* **Your objective**
Nothing but the exact lines from the one containing "Build a routing" through the last line of the records below belongs in your answer.

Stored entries
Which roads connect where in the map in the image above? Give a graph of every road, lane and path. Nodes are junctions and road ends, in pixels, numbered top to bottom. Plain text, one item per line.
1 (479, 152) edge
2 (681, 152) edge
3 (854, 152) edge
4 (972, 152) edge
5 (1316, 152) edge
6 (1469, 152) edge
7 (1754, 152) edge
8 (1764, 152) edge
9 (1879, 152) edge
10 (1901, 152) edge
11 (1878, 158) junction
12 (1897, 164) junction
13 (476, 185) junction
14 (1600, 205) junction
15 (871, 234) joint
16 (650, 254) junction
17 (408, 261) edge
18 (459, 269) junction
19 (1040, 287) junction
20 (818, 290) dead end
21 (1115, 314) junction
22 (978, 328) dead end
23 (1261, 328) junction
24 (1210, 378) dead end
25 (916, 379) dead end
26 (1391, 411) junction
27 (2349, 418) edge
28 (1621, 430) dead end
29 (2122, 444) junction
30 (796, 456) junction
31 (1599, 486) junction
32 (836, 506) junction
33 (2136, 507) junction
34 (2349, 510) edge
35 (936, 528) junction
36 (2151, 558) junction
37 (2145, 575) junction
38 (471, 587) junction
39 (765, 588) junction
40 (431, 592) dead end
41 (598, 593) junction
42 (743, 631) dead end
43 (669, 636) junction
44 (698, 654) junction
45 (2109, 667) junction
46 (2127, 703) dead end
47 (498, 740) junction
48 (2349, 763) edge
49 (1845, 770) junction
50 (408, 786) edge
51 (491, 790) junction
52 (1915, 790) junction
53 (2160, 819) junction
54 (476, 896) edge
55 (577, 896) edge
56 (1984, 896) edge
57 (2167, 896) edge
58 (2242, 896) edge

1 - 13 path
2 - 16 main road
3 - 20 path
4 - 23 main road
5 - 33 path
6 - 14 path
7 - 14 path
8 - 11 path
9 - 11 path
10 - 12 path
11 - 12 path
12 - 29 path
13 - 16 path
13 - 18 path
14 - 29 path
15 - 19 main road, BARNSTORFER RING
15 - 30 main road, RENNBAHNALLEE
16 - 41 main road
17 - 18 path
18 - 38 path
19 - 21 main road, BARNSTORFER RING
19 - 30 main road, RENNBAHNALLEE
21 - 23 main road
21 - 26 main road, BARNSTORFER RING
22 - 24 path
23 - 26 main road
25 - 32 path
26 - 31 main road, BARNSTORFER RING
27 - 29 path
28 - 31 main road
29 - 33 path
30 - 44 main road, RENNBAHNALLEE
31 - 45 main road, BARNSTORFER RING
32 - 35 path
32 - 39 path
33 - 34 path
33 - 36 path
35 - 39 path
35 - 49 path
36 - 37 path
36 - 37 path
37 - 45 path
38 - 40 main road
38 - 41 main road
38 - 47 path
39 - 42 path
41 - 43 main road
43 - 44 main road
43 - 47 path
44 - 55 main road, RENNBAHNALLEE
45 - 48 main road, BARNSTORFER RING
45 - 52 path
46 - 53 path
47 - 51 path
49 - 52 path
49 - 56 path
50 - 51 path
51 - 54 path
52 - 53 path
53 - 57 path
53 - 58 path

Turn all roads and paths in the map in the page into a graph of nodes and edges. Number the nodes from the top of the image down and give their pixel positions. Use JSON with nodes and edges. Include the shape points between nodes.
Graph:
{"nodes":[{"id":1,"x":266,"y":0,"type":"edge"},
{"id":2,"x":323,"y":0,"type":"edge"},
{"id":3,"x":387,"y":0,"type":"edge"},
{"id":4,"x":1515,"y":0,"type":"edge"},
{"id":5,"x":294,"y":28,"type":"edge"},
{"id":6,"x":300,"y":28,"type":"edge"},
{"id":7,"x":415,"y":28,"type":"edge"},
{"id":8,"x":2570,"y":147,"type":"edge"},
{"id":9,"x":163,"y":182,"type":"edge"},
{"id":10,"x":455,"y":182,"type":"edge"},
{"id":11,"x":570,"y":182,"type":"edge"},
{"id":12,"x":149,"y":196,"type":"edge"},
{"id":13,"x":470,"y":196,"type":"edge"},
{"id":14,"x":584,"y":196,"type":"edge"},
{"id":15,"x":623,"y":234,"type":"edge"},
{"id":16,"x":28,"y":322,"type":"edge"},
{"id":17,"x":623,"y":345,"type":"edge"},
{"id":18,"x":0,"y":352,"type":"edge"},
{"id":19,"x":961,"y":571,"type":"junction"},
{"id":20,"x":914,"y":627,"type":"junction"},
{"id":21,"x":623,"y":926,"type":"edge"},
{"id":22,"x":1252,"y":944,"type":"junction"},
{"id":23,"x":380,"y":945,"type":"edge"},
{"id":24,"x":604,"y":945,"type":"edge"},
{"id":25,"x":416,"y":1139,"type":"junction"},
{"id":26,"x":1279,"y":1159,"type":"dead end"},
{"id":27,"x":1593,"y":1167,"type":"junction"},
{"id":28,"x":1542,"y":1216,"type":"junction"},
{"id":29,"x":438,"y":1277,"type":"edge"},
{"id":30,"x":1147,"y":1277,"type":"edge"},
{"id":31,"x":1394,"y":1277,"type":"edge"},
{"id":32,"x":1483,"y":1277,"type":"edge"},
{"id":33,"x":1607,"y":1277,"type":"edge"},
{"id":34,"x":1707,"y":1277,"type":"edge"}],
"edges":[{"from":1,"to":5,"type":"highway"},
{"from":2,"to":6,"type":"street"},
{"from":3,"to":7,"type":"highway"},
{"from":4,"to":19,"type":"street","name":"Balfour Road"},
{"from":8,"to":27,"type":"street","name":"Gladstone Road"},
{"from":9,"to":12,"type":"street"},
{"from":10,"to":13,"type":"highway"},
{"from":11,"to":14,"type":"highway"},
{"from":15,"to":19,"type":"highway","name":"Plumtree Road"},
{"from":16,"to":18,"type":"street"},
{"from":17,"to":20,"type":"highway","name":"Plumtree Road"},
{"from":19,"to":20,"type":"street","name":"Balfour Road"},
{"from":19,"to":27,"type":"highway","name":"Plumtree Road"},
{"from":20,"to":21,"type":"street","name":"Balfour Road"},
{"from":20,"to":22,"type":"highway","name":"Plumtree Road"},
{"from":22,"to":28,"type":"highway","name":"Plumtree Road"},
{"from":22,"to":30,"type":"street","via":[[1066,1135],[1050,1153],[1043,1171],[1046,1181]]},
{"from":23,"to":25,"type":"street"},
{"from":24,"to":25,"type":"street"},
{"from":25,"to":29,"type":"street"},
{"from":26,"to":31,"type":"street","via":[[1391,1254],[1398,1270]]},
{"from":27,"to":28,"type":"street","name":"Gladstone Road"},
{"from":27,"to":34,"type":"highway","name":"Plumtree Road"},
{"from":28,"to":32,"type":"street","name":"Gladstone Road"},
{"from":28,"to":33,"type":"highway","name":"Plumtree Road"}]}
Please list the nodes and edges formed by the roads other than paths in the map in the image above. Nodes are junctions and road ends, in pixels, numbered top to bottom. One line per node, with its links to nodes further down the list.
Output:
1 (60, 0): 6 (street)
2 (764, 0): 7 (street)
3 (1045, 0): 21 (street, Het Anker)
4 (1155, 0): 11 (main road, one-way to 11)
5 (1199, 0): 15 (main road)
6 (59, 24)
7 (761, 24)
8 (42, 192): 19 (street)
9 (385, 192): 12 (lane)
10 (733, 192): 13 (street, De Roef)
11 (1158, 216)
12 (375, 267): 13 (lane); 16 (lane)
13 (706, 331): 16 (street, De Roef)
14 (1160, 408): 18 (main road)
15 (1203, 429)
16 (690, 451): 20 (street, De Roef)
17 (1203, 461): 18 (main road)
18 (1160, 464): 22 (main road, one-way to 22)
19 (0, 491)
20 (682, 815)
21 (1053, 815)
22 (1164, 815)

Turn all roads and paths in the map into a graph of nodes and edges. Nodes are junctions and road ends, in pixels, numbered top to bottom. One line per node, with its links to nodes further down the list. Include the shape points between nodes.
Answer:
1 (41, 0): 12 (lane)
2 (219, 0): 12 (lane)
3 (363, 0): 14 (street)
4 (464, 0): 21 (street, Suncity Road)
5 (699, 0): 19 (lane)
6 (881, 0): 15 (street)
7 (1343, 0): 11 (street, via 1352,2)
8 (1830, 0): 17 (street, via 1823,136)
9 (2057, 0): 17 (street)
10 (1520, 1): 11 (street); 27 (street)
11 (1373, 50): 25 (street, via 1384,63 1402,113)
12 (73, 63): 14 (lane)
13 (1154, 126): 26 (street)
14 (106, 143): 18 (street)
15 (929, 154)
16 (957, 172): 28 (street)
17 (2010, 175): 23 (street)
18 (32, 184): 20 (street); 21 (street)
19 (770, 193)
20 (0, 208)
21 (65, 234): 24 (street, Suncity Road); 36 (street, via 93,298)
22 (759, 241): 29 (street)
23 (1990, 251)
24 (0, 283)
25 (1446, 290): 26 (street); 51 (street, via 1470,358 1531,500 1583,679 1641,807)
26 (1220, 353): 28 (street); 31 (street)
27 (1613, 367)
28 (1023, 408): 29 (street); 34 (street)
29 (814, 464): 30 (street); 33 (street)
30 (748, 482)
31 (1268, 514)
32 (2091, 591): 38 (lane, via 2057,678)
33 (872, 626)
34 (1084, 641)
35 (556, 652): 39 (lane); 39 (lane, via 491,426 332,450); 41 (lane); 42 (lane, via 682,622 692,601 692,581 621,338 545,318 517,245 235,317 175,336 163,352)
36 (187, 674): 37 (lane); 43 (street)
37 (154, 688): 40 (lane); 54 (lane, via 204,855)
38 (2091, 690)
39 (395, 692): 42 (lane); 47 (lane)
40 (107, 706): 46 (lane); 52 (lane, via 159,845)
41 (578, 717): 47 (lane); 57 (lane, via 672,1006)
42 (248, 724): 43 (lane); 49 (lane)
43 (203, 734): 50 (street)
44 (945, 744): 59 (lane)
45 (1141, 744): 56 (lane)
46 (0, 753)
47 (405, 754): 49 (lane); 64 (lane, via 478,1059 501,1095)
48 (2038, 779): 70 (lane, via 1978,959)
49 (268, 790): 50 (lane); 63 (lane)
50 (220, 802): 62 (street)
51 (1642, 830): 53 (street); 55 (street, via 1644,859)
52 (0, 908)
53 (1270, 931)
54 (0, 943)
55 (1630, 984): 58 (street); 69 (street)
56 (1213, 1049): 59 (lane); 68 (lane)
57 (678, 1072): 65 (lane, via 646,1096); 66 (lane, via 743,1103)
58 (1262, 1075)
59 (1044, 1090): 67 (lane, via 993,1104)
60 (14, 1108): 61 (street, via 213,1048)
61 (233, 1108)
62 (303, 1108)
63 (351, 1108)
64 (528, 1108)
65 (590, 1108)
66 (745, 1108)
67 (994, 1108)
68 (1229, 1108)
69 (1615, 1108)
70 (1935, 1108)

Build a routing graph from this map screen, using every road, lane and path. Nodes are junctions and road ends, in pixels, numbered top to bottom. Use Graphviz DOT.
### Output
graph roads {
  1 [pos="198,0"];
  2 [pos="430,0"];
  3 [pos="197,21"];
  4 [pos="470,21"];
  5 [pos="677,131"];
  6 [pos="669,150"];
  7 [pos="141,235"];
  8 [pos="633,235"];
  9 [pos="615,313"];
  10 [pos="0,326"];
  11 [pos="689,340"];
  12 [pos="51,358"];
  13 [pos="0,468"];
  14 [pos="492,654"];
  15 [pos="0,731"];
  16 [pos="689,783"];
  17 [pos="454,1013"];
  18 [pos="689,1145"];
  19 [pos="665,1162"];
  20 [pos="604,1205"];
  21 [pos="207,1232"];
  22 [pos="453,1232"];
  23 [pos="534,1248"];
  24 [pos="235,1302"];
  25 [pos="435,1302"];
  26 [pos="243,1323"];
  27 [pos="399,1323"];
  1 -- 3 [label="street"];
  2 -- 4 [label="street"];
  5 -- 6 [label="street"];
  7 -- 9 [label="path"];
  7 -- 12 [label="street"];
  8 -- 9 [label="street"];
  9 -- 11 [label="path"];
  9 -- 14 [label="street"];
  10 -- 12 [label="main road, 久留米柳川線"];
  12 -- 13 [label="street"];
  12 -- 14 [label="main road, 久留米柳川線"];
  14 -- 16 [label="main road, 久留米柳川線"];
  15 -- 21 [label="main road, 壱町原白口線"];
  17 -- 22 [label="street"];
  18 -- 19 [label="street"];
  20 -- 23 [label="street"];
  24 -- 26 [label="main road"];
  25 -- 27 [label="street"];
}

* **Result for this exercise**
Build a routing graph from this map screen, using every road, lane and path. Nodes are junctions and road ends, in pixels, numbered top to bottom. Use Graphviz DOT.
### Output
graph roads {
  1 [pos="198,0"];
  2 [pos="430,0"];
  3 [pos="197,21"];
  4 [pos="470,21"];
  5 [pos="677,131"];
  6 [pos="669,150"];
  7 [pos="141,235"];
  8 [pos="633,235"];
  9 [pos="615,313"];
  10 [pos="0,326"];
  11 [pos="689,340"];
  12 [pos="51,358"];
  13 [pos="0,468"];
  14 [pos="492,654"];
  15 [pos="0,731"];
  16 [pos="689,783"];
  17 [pos="454,1013"];
  18 [pos="689,1145"];
  19 [pos="665,1162"];
  20 [pos="604,1205"];
  21 [pos="207,1232"];
  22 [pos="453,1232"];
  23 [pos="534,1248"];
  24 [pos="235,1302"];
  25 [pos="435,1302"];
  26 [pos="243,1323"];
  27 [pos="399,1323"];
  1 -- 3 [label="street"];
  2 -- 4 [label="street"];
  5 -- 6 [label="street"];
  7 -- 9 [label="path"];
  7 -- 12 [label="street"];
  8 -- 9 [label="street"];
  9 -- 11 [label="path"];
  9 -- 14 [label="street"];
  10 -- 12 [label="main road, 久留米柳川線"];
  12 -- 13 [label="street"];
  12 -- 14 [label="main road, 久留米柳川線"];
  14 -- 16 [label="main road, 久留米柳川線"];
  15 -- 21 [label="main road, 壱町原白口線"];
  17 -- 22 [label="street"];
  18 -- 19 [label="street"];
  20 -- 23 [label="street"];
  24 -- 26 [label="main road"];
  25 -- 27 [label="street"];
}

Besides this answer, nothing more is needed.